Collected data
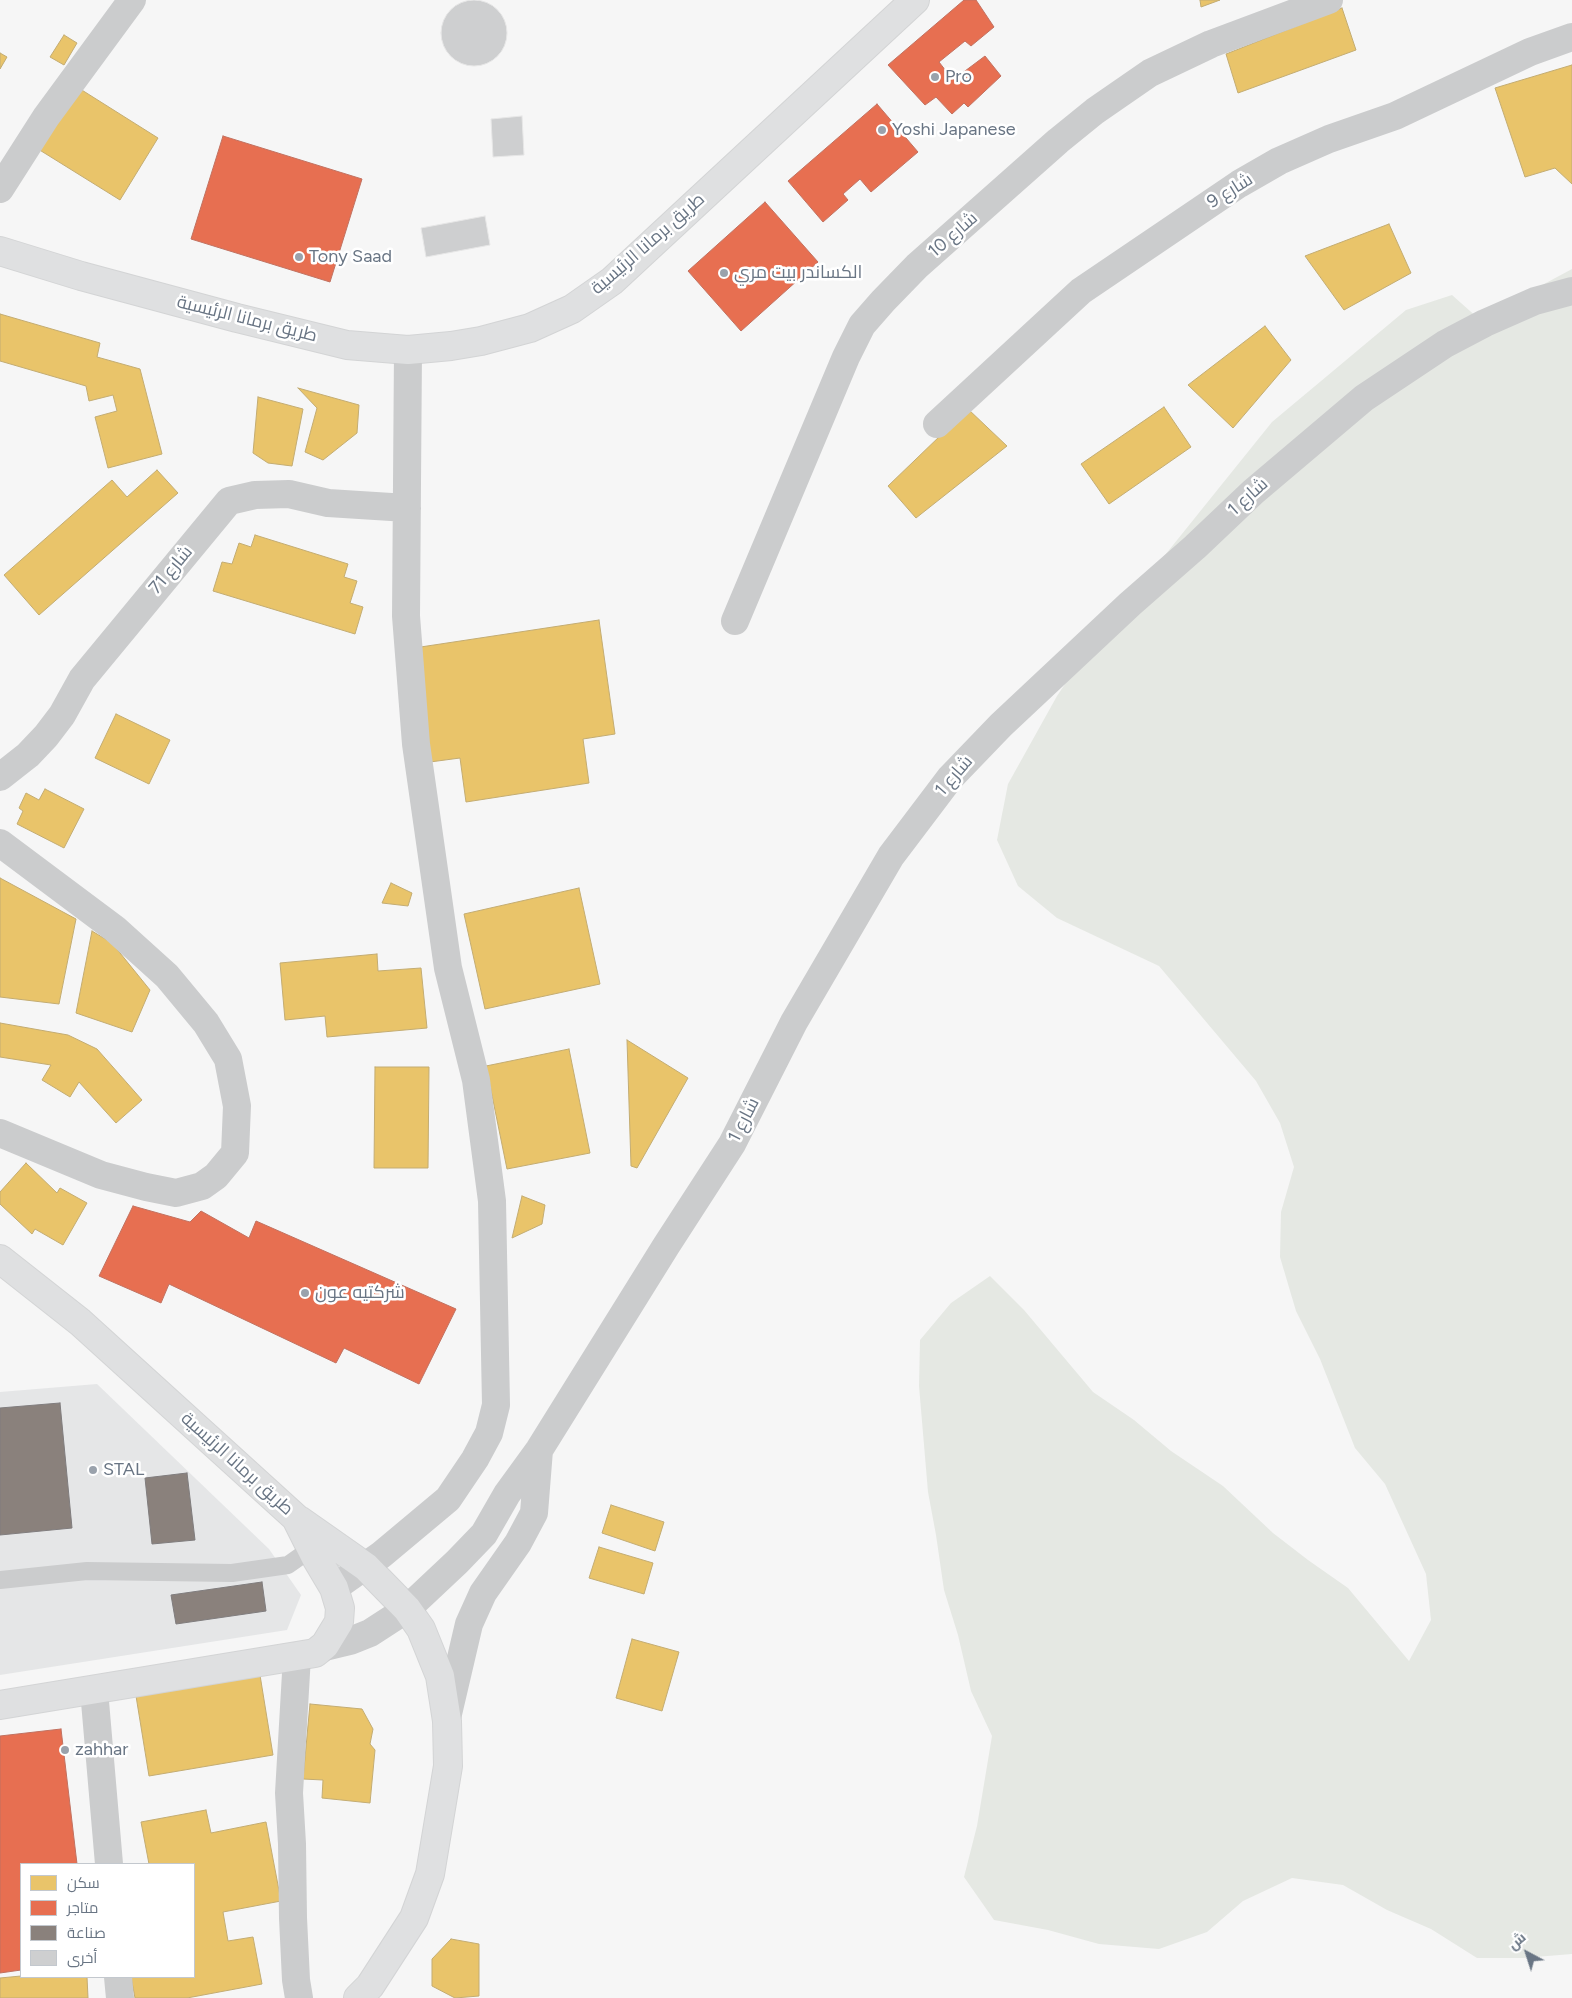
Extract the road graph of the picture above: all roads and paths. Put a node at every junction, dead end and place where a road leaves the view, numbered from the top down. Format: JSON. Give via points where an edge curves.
{"nodes":[{"id":1,"x":132,"y":0,"type":"edge"},
{"id":2,"x":915,"y":0,"type":"edge"},
{"id":3,"x":1329,"y":0,"type":"edge"},
{"id":4,"x":1572,"y":38,"type":"edge"},
{"id":5,"x":0,"y":189,"type":"edge"},
{"id":6,"x":0,"y":251,"type":"edge"},
{"id":7,"x":1572,"y":290,"type":"edge"},
{"id":8,"x":408,"y":350,"type":"junction"},
{"id":9,"x":937,"y":424,"type":"dead end"},
{"id":10,"x":407,"y":508,"type":"junction"},
{"id":11,"x":735,"y":621,"type":"dead end"},
{"id":12,"x":0,"y":777,"type":"edge"},
{"id":13,"x":0,"y":842,"type":"edge"},
{"id":14,"x":0,"y":1132,"type":"edge"},
{"id":15,"x":0,"y":1259,"type":"edge"},
{"id":16,"x":539,"y":1450,"type":"junction"},
{"id":17,"x":296,"y":1518,"type":"junction"},
{"id":18,"x":312,"y":1548,"type":"junction"},
{"id":19,"x":366,"y":1567,"type":"junction"},
{"id":20,"x":0,"y":1580,"type":"edge"},
{"id":21,"x":334,"y":1588,"type":"junction"},
{"id":22,"x":406,"y":1609,"type":"junction"},
{"id":23,"x":309,"y":1652,"type":"junction"},
{"id":24,"x":94,"y":1690,"type":"junction"},
{"id":25,"x":0,"y":1704,"type":"edge"},
{"id":26,"x":446,"y":1721,"type":"junction"},
{"id":27,"x":108,"y":1863,"type":"edge"},
{"id":28,"x":118,"y":1978,"type":"edge"},
{"id":29,"x":120,"y":1998,"type":"edge"},
{"id":30,"x":299,"y":1998,"type":"edge"},
{"id":31,"x":358,"y":1998,"type":"edge"}],
"edges":[{"from":1,"to":5,"type":"street","via":[[46,117]]},
{"from":2,"to":8,"type":"main road","name":"طريق برمانا الرئيسية","via":[[612,281],[572,309],[530,328],[481,342]]},
{"from":3,"to":11,"type":"street","name":"شارع 10","via":[[1211,44],[1142,79],[1058,141],[917,266],[883,301],[862,325],[846,357]]},
{"from":4,"to":9,"type":"street","name":"شارع 9","via":[[1530,52],[1395,116],[1329,138],[1239,184],[1081,291]]},
{"from":6,"to":8,"type":"main road","name":"طريق برمانا الرئيسية","via":[[81,276],[347,345]]},
{"from":7,"to":16,"type":"street","name":"شارع 1","via":[[1535,301],[1485,323],[1445,344],[1364,398],[1253,492],[1130,604],[1001,725],[950,778],[886,864],[794,1022],[732,1144]]},
{"from":8,"to":10,"type":"street"},
{"from":10,"to":12,"type":"street","name":"شارع 71","via":[[328,503],[289,494],[255,495],[229,501],[82,679],[46,736]]},
{"from":10,"to":19,"type":"street","via":[[406,616],[416,744],[448,968],[476,1080],[492,1200],[496,1405],[489,1433],[457,1488]]},
{"from":13,"to":14,"type":"street","via":[[115,929],[167,976],[206,1023],[228,1059],[237,1106],[235,1154],[216,1176],[202,1186],[176,1193],[102,1175]]},
{"from":15,"to":17,"type":"main road","name":"طريق برمانا الرئيسية","via":[[80,1322]]},
{"from":16,"to":22,"type":"street","name":"شارع 1","via":[[507,1494],[484,1534]]},
{"from":16,"to":26,"type":"street","via":[[534,1513],[518,1543],[483,1593],[469,1624]]},
{"from":17,"to":18,"type":"main road","name":"طريق برمانا الرئيسية"},
{"from":17,"to":19,"type":"main road"},
{"from":18,"to":20,"type":"lane","via":[[288,1565],[232,1572],[87,1571]]},
{"from":18,"to":21,"type":"main road","name":"طريق برمانا الرئيسية"},
{"from":19,"to":21,"type":"street"},
{"from":19,"to":22,"type":"main road"},
{"from":21,"to":23,"type":"main road","name":"طريق برمانا الرئيسية","via":[[340,1608],[339,1622]]},
{"from":22,"to":23,"type":"street","name":"شارع 1","via":[[370,1633]]},
{"from":22,"to":26,"type":"main road","via":[[421,1629],[440,1676]]},
{"from":23,"to":24,"type":"main road"},
{"from":23,"to":30,"type":"street","via":[[289,1793],[292,1918]]},
{"from":24,"to":25,"type":"main road"},
{"from":24,"to":27,"type":"street"},
{"from":26,"to":31,"type":"main road","via":[[448,1766],[430,1874],[414,1918],[370,1986]]},
{"from":28,"to":29,"type":"street"}]}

YOUR INSTRUCTIONS -
Scan the entries above for the word "dead". Report the lines that hold it.

REPLY -
Extract the road graph of the picture above: all roads and paths. Put a node at every junction, dead end and place where a road leaves the view, numbered from the top down. Format: JSON. Give via points where an edge curves.
{"id":9,"x":937,"y":424,"type":"dead end"},
{"id":11,"x":735,"y":621,"type":"dead end"},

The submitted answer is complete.